» AIM OF THE EXERCISE:
In the entries below, find every line holding the string "Answer" and collect it.

Segment Start: DATASET ENTRIES

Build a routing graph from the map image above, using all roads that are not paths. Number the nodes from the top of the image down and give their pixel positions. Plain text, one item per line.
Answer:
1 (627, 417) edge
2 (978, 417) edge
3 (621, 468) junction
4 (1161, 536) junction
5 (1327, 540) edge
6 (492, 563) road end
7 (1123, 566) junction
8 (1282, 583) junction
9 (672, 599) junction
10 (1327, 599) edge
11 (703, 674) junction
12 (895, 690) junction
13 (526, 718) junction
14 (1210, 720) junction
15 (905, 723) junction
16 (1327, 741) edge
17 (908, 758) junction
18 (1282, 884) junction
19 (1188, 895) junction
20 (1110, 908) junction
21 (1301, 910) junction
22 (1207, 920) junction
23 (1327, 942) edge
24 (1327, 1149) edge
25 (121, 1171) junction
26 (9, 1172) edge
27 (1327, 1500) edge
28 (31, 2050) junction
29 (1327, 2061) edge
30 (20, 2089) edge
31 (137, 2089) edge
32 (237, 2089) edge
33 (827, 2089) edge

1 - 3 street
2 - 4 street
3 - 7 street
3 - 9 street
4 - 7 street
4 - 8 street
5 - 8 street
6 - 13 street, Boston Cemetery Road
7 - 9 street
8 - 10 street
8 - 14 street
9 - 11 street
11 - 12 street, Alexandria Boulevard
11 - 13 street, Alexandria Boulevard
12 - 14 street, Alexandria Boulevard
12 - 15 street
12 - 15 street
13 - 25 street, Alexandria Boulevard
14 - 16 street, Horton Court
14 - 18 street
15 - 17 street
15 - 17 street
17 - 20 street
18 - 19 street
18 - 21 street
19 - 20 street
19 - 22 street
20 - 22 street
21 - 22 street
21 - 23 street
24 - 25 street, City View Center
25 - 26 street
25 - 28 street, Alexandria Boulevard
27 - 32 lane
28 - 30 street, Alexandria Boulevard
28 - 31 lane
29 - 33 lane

Segment End: DATASET ENTRIES
Segment Start: DATASET ENTRIES

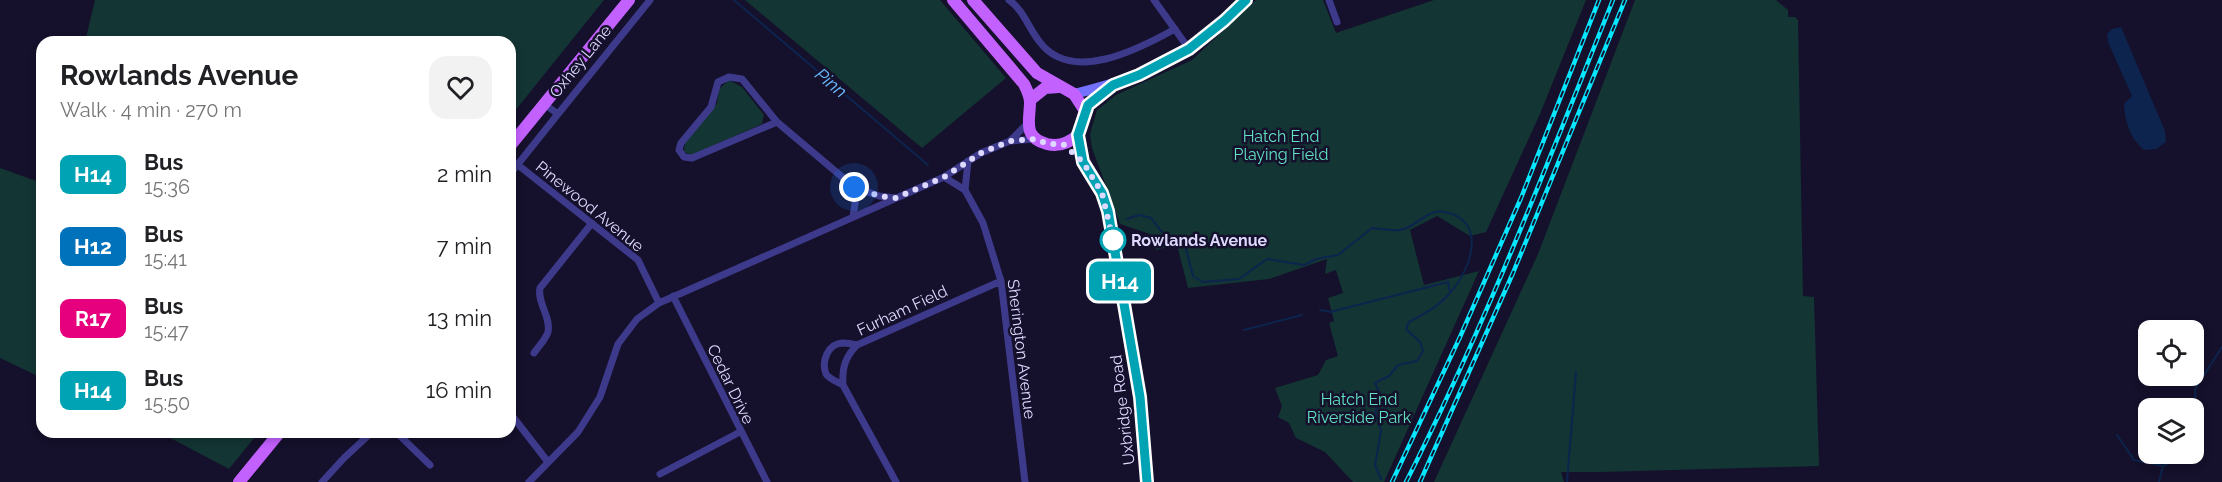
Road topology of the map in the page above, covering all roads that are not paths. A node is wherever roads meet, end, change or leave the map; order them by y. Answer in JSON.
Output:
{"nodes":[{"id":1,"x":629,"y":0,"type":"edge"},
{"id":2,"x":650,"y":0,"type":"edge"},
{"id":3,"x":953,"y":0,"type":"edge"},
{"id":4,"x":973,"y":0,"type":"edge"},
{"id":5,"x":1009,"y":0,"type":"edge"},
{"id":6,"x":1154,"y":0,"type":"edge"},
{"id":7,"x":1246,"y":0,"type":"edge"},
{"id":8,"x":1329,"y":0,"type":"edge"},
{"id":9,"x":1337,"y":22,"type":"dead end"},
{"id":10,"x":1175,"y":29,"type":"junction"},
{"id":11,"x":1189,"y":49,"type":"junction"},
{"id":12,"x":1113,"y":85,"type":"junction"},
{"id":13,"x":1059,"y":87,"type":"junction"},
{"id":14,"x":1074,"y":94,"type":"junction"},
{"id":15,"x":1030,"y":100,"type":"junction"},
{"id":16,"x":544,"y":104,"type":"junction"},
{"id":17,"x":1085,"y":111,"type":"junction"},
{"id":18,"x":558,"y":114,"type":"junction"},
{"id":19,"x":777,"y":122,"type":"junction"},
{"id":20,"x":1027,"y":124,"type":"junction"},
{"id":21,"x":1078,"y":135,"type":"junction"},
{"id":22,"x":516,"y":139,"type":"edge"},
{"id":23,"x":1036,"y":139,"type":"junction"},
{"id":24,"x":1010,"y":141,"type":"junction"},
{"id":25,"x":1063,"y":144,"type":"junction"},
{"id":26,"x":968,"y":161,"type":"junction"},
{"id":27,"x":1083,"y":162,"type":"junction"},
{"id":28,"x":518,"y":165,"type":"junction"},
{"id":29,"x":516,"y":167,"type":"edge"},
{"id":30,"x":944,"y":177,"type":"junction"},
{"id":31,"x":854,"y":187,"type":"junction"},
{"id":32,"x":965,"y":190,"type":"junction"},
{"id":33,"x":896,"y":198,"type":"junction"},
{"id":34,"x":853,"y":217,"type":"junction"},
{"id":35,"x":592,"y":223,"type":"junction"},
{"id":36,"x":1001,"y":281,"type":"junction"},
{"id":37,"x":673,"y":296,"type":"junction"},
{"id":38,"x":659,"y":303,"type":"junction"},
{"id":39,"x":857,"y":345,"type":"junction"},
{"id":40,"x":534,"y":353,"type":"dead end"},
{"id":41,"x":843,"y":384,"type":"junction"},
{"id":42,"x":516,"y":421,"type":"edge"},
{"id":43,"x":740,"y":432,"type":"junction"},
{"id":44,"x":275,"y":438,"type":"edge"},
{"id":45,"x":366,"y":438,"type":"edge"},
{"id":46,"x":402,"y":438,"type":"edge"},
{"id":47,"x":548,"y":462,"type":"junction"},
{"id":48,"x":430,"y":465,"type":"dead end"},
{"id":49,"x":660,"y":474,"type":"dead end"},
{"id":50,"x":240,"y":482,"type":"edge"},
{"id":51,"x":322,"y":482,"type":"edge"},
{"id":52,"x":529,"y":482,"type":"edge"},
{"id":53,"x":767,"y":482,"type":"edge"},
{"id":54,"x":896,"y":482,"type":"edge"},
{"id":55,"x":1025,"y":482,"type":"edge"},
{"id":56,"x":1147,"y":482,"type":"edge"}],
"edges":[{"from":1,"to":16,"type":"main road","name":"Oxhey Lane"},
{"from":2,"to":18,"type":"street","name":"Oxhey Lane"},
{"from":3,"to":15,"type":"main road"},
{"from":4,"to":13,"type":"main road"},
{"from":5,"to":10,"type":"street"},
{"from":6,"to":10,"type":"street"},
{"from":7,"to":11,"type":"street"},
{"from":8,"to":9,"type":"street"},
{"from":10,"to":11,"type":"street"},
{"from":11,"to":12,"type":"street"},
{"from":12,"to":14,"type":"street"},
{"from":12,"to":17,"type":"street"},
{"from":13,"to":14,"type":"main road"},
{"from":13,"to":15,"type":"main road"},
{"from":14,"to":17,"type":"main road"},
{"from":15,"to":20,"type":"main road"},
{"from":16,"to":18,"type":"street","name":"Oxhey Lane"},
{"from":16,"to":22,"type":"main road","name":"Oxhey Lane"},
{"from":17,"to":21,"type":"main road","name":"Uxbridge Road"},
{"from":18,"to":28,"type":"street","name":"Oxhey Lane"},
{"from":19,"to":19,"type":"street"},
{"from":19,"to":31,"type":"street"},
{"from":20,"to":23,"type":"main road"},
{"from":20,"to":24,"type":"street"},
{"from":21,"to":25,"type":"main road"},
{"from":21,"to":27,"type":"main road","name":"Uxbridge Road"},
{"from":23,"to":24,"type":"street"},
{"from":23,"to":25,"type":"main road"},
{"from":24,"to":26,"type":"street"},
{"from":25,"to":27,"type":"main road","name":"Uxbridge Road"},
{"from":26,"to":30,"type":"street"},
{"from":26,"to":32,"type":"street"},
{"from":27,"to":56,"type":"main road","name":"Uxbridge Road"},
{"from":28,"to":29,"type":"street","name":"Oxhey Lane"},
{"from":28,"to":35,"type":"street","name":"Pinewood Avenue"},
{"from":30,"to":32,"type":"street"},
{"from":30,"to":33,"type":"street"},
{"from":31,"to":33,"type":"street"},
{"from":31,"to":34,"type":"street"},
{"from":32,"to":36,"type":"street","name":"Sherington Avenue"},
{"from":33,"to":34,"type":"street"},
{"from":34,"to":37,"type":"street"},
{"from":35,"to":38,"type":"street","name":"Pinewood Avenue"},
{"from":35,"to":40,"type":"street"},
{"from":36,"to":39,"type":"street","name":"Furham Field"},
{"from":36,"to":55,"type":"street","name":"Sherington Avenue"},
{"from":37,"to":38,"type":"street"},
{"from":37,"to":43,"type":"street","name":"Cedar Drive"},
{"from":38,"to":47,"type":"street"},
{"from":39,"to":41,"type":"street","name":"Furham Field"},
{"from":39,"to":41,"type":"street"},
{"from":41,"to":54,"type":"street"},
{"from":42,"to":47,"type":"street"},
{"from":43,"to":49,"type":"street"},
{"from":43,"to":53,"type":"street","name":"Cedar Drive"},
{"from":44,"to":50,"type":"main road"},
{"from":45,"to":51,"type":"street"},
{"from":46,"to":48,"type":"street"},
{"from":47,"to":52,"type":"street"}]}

Segment End: DATASET ENTRIES
Segment Start: DATASET ENTRIES

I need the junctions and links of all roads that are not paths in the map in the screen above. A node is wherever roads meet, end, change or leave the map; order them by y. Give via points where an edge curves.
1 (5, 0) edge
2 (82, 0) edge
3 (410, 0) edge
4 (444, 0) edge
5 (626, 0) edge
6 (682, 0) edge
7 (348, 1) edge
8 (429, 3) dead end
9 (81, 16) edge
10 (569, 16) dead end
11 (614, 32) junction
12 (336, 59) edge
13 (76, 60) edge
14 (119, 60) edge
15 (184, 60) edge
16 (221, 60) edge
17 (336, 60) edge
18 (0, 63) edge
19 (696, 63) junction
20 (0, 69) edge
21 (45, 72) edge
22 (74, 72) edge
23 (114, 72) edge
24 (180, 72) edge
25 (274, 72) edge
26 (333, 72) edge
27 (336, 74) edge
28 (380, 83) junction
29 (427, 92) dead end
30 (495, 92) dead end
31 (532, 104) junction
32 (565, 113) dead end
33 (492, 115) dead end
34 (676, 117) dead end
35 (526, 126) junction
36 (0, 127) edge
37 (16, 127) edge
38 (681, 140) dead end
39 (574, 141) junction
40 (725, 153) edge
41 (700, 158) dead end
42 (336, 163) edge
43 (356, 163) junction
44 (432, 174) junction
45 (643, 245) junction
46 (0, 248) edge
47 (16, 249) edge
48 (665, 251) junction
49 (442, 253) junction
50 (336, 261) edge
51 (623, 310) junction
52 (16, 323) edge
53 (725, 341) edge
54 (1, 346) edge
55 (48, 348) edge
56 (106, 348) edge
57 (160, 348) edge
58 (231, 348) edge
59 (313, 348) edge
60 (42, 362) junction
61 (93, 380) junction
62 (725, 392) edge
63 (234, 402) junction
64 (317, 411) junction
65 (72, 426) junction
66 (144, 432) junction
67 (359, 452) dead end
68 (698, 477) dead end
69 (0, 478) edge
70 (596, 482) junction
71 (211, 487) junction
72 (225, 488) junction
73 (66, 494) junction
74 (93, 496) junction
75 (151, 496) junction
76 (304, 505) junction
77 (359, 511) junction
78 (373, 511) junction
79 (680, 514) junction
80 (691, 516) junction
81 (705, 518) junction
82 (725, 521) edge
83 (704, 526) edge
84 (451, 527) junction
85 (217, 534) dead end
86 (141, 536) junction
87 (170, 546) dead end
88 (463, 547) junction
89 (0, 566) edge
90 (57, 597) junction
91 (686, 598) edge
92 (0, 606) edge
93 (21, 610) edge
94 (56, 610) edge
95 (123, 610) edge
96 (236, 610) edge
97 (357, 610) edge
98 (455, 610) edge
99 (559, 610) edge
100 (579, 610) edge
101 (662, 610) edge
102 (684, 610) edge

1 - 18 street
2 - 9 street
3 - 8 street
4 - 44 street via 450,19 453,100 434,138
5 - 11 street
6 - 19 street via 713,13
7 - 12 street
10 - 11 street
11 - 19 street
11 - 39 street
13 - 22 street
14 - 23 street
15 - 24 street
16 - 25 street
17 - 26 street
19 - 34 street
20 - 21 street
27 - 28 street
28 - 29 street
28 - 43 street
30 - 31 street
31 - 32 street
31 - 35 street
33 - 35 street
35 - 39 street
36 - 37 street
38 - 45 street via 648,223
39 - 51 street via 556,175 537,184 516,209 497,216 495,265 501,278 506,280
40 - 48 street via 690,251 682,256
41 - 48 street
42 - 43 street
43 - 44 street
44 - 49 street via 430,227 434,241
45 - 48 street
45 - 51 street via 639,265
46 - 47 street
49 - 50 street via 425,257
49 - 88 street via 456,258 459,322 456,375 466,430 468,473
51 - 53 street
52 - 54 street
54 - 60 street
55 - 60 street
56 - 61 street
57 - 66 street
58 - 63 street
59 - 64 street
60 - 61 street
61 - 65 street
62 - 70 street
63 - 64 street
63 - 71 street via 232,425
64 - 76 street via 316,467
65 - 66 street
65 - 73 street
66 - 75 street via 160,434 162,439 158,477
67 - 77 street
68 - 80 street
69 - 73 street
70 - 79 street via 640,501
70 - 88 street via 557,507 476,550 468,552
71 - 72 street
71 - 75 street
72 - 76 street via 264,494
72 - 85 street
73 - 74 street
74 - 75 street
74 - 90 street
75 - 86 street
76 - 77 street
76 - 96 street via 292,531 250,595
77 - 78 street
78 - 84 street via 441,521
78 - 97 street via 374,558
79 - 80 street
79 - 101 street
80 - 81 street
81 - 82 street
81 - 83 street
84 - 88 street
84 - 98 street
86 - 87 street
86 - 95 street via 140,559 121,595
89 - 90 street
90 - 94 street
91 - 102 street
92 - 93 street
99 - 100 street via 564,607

Segment End: DATASET ENTRIES

» SOLUTION FOR THIS PROBLEM:
Answer:
Road topology of the map in the page above, covering all roads that are not paths. A node is wherever roads meet, end, change or leave the map; order them by y. Answer in JSON.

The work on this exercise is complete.